▸ **Record excerpts**
++++
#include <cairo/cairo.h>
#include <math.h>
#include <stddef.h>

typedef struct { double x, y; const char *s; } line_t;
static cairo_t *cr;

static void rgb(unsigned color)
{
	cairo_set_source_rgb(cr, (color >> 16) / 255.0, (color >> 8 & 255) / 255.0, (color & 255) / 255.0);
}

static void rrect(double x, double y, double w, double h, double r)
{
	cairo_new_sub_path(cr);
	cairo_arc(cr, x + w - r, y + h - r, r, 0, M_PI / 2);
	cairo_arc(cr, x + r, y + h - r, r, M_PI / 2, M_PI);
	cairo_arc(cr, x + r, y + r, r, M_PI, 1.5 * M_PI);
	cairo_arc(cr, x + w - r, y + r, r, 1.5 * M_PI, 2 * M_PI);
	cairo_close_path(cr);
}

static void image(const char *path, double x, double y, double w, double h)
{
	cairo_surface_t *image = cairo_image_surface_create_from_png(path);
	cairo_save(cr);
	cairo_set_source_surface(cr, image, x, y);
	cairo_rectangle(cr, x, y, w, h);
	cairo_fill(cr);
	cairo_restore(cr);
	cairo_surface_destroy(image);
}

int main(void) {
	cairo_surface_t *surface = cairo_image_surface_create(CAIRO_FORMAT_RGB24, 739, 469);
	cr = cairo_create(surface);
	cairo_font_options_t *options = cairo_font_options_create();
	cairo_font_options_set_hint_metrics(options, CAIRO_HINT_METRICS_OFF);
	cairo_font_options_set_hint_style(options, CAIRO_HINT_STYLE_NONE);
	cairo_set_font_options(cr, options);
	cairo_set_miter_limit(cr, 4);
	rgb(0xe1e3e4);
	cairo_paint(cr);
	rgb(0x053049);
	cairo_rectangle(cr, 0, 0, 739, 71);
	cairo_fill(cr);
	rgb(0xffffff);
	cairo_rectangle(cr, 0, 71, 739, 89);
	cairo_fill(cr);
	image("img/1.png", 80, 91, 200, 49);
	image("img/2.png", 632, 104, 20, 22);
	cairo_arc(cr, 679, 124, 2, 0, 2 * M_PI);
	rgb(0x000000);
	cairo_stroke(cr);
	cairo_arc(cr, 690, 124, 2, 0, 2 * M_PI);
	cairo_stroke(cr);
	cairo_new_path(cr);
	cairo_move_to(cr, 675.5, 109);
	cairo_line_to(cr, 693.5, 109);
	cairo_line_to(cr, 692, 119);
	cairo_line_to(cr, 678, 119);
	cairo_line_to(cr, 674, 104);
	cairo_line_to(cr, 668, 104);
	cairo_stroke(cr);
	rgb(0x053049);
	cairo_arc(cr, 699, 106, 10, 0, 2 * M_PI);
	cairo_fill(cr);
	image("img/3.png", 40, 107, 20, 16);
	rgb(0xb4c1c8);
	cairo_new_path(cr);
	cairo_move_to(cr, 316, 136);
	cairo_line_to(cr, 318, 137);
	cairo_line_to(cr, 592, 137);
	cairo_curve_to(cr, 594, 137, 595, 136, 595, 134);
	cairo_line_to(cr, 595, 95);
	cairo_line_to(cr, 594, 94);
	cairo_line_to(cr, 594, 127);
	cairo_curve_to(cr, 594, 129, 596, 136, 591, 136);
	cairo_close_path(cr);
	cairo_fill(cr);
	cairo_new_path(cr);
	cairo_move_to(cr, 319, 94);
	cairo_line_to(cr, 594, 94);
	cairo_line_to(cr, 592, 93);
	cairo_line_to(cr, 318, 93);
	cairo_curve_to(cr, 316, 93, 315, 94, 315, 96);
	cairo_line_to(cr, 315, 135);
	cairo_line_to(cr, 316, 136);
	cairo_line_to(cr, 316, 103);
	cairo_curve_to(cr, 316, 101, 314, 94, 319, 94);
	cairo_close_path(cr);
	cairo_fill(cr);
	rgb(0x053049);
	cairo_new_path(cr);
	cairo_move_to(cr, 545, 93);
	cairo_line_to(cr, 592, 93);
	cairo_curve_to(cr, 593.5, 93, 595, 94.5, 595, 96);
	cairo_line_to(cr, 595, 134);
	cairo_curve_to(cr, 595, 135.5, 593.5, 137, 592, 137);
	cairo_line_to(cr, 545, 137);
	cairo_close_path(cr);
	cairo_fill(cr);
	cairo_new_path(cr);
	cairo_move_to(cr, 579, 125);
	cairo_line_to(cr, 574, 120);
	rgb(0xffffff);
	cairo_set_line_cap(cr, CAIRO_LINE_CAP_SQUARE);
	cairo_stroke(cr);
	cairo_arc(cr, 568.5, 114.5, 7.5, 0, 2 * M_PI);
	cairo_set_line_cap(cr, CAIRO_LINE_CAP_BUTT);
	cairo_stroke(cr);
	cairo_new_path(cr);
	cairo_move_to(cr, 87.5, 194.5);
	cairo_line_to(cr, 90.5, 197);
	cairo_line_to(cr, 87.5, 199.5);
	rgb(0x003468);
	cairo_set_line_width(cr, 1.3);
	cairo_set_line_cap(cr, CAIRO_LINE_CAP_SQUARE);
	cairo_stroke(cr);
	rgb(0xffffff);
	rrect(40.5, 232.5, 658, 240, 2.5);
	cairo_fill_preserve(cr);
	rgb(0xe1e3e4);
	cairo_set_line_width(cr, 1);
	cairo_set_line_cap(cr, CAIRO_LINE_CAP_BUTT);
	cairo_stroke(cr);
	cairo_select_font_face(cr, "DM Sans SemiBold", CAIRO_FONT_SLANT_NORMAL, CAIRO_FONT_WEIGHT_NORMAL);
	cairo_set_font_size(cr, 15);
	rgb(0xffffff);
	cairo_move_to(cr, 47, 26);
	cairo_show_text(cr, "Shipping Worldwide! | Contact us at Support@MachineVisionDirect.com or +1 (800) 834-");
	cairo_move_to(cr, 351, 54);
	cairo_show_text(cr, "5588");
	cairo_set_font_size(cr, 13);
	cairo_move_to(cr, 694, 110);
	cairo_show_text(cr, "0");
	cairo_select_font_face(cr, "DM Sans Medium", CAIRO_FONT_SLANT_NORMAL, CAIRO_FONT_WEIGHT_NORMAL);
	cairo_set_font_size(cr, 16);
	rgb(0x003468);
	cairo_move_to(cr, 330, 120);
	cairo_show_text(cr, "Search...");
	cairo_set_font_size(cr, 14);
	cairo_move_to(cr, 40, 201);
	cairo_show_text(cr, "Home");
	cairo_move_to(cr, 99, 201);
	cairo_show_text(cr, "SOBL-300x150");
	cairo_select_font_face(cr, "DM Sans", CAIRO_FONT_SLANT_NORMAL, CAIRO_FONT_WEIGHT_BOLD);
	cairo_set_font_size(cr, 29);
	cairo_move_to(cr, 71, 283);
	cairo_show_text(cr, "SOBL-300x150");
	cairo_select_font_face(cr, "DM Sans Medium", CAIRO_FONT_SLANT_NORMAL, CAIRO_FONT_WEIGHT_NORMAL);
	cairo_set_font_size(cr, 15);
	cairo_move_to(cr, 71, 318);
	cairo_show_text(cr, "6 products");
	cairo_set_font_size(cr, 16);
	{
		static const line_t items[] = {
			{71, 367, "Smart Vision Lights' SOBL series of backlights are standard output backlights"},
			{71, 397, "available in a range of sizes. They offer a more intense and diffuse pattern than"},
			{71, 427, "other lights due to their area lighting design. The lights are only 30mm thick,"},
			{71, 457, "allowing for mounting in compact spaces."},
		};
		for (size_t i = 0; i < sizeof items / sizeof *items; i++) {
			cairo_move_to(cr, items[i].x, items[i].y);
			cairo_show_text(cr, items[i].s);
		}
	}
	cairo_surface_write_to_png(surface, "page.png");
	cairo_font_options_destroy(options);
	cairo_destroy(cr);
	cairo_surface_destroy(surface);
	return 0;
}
++++
▸ **Your goal**
Within the listing above, locate the line containing "cairo_set_font_options(cr, options);" and the line containing "cairo_set_miter_limit(cr, 4);". Reproduce those two lines and all lines between them exactly, with nothing added.

▸ **Result for this exercise**
	cairo_set_font_options(cr, options);
	cairo_set_miter_limit(cr, 4);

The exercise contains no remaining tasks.